(Dataset excerpts)
━━━━━━━━━━

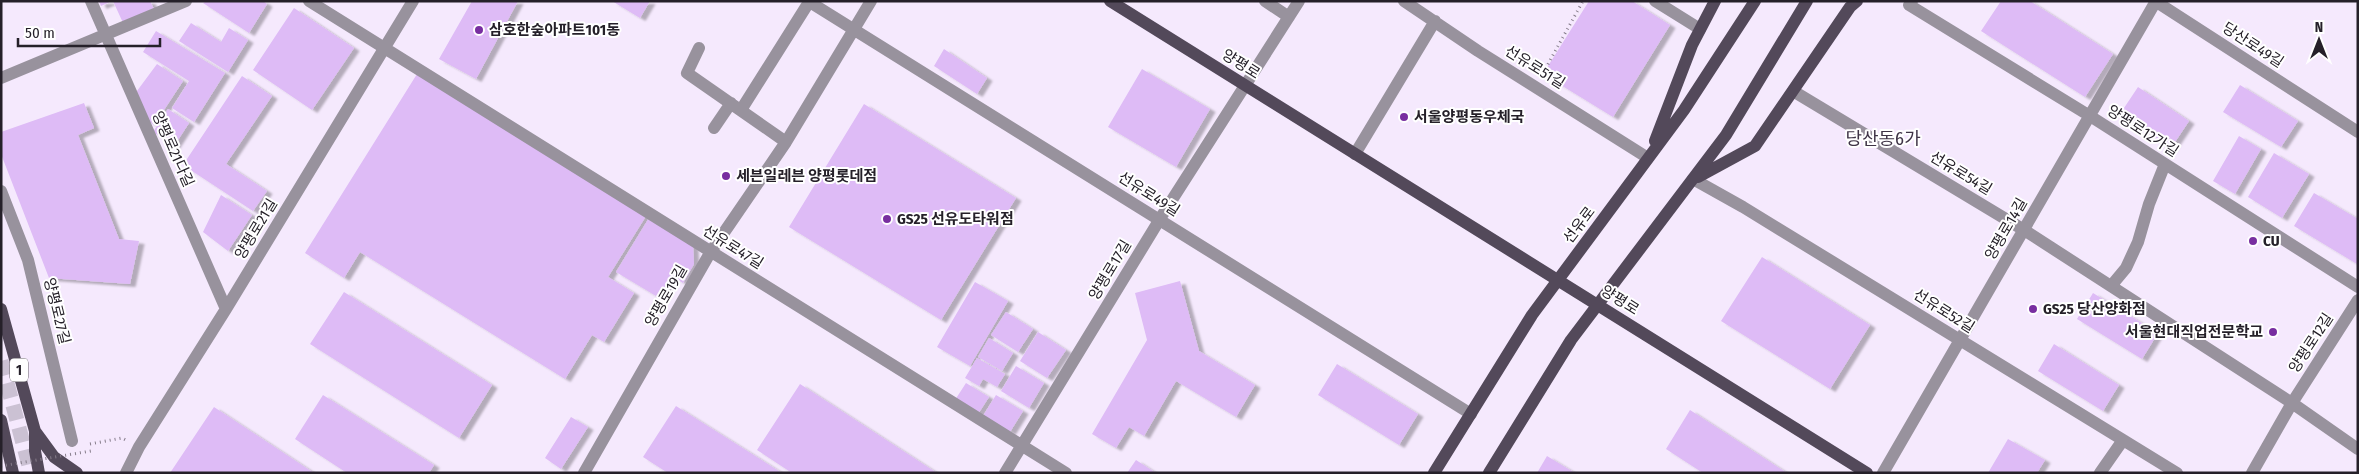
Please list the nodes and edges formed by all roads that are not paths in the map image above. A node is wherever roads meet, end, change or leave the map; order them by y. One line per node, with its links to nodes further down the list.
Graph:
1 (91, 1): 22 (street, 양평로21다길)
2 (186, 1): 22 (street)
3 (309, 1): 23 (street, 선유로47길)
4 (413, 1): 23 (street, 양평로21길)
5 (871, 1): 21 (street, 양평로19길)
6 (1110, 1): 26 (main road, 양평로)
7 (1265, 1): 18 (street)
8 (1299, 1): 18 (street, 양평로17길)
9 (1655, 1): 20 (street)
10 (1714, 1): 20 (main road)
11 (1755, 1): 34 (main road, 선유로)
12 (1807, 1): 36 (main road)
13 (1857, 1): 27 (main road)
14 (2156, 1): 29 (street, 양평로14길); 31 (street, 당산로49길)
15 (808, 2): 21 (street, 선유로49길); 28 (street, 선유로49길)
16 (1405, 2): 19 (street, 선유로51길)
17 (1910, 3): 29 (street, 양평로12가길)
18 (1288, 17): 26 (street, 양평로17길)
19 (1435, 21): 33 (street); 34 (street, 선유로51길)
20 (1700, 29): 34 (main road)
21 (854, 30): 32 (street, 양평로19길); 38 (street, 선유로49길)
22 (105, 34): 25 (street); 47 (street, 양평로21다길)
23 (384, 48): 40 (street, 선유로47길); 47 (street, 양평로21길)
24 (699, 48): 28 (street)
25 (1, 78)
26 (1244, 85): 33 (main road, 양평로); 38 (street, 양평로17길)
27 (1793, 91): 36 (main road); 39 (street, 선유로54길)
28 (736, 107): 30 (street); 32 (street)
29 (2090, 116): 35 (street, 양평로12가길); 39 (street, 양평로14길)
30 (714, 128)
31 (2358, 132)
32 (786, 142): 40 (street, 양평로19길)
33 (1355, 154): 41 (main road, 양평로)
34 (1648, 158): 41 (main road, 선유로)
35 (2165, 164): 42 (street); 43 (street, 양평로12가길)
36 (1693, 179): 45 (main road); 48 (street, 선유로52길)
37 (1, 191): 54 (street, 양평로27길)
38 (1160, 220): 50 (street, 선유로49길); 55 (street, 양평로17길)
39 (2024, 230): 42 (street, 선유로54길); 48 (street, 양평로14길)
40 (710, 253): 55 (street, 선유로47길); 61 (street, 양평로19길)
41 (1558, 280): 45 (main road, 양평로); 50 (main road, 선유로)
42 (2111, 286): 49 (street, 선유로54길)
43 (2358, 287)
44 (2358, 300): 49 (street, 양평로12길)
45 (1599, 306): 65 (main road); 66 (main road, 양평로)
46 (1, 309): 52 (main road, 1)
47 (226, 309): 60 (street, 양평로21길)
48 (1960, 340): 53 (street, 선유로52길); 67 (street, 양평로14길)
49 (2292, 403): 56 (street); 70 (street, 양평로12길)
50 (1471, 414): 64 (main road, 선유로)
51 (1, 420): 57 (main road)
52 (35, 431): 58 (main road, 1); 59 (main road)
53 (2123, 440): 68 (street); 69 (street, 선유로52길)
54 (72, 442)
55 (1022, 445): 62 (street, 양평로17길); 63 (street, 선유로47길)
56 (2358, 449)
57 (13, 473)
58 (39, 473)
59 (77, 473)
60 (126, 473)
61 (584, 473)
62 (1005, 473)
63 (1066, 473)
64 (1434, 473)
65 (1489, 473)
66 (1867, 473)
67 (1883, 473)
68 (2100, 473)
69 (2177, 473)
70 (2252, 473)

━━━━━━━━━━

## [Work to complete]
Output every entry exactly. Pictures stay out.

## [Response]
Please list the nodes and edges formed by all roads that are not paths in the map image above. A node is wherever roads meet, end, change or leave the map; order them by y. One line per node, with its links to nodes further down the list.
Graph:
1 (91, 1): 22 (street, 양평로21다길)
2 (186, 1): 22 (street)
3 (309, 1): 23 (street, 선유로47길)
4 (413, 1): 23 (street, 양평로21길)
5 (871, 1): 21 (street, 양평로19길)
6 (1110, 1): 26 (main road, 양평로)
7 (1265, 1): 18 (street)
8 (1299, 1): 18 (street, 양평로17길)
9 (1655, 1): 20 (street)
10 (1714, 1): 20 (main road)
11 (1755, 1): 34 (main road, 선유로)
12 (1807, 1): 36 (main road)
13 (1857, 1): 27 (main road)
14 (2156, 1): 29 (street, 양평로14길); 31 (street, 당산로49길)
15 (808, 2): 21 (street, 선유로49길); 28 (street, 선유로49길)
16 (1405, 2): 19 (street, 선유로51길)
17 (1910, 3): 29 (street, 양평로12가길)
18 (1288, 17): 26 (street, 양평로17길)
19 (1435, 21): 33 (street); 34 (street, 선유로51길)
20 (1700, 29): 34 (main road)
21 (854, 30): 32 (street, 양평로19길); 38 (street, 선유로49길)
22 (105, 34): 25 (street); 47 (street, 양평로21다길)
23 (384, 48): 40 (street, 선유로47길); 47 (street, 양평로21길)
24 (699, 48): 28 (street)
25 (1, 78)
26 (1244, 85): 33 (main road, 양평로); 38 (street, 양평로17길)
27 (1793, 91): 36 (main road); 39 (street, 선유로54길)
28 (736, 107): 30 (street); 32 (street)
29 (2090, 116): 35 (street, 양평로12가길); 39 (street, 양평로14길)
30 (714, 128)
31 (2358, 132)
32 (786, 142): 40 (street, 양평로19길)
33 (1355, 154): 41 (main road, 양평로)
34 (1648, 158): 41 (main road, 선유로)
35 (2165, 164): 42 (street); 43 (street, 양평로12가길)
36 (1693, 179): 45 (main road); 48 (street, 선유로52길)
37 (1, 191): 54 (street, 양평로27길)
38 (1160, 220): 50 (street, 선유로49길); 55 (street, 양평로17길)
39 (2024, 230): 42 (street, 선유로54길); 48 (street, 양평로14길)
40 (710, 253): 55 (street, 선유로47길); 61 (street, 양평로19길)
41 (1558, 280): 45 (main road, 양평로); 50 (main road, 선유로)
42 (2111, 286): 49 (street, 선유로54길)
43 (2358, 287)
44 (2358, 300): 49 (street, 양평로12길)
45 (1599, 306): 65 (main road); 66 (main road, 양평로)
46 (1, 309): 52 (main road, 1)
47 (226, 309): 60 (street, 양평로21길)
48 (1960, 340): 53 (street, 선유로52길); 67 (street, 양평로14길)
49 (2292, 403): 56 (street); 70 (street, 양평로12길)
50 (1471, 414): 64 (main road, 선유로)
51 (1, 420): 57 (main road)
52 (35, 431): 58 (main road, 1); 59 (main road)
53 (2123, 440): 68 (street); 69 (street, 선유로52길)
54 (72, 442)
55 (1022, 445): 62 (street, 양평로17길); 63 (street, 선유로47길)
56 (2358, 449)
57 (13, 473)
58 (39, 473)
59 (77, 473)
60 (126, 473)
61 (584, 473)
62 (1005, 473)
63 (1066, 473)
64 (1434, 473)
65 (1489, 473)
66 (1867, 473)
67 (1883, 473)
68 (2100, 473)
69 (2177, 473)
70 (2252, 473)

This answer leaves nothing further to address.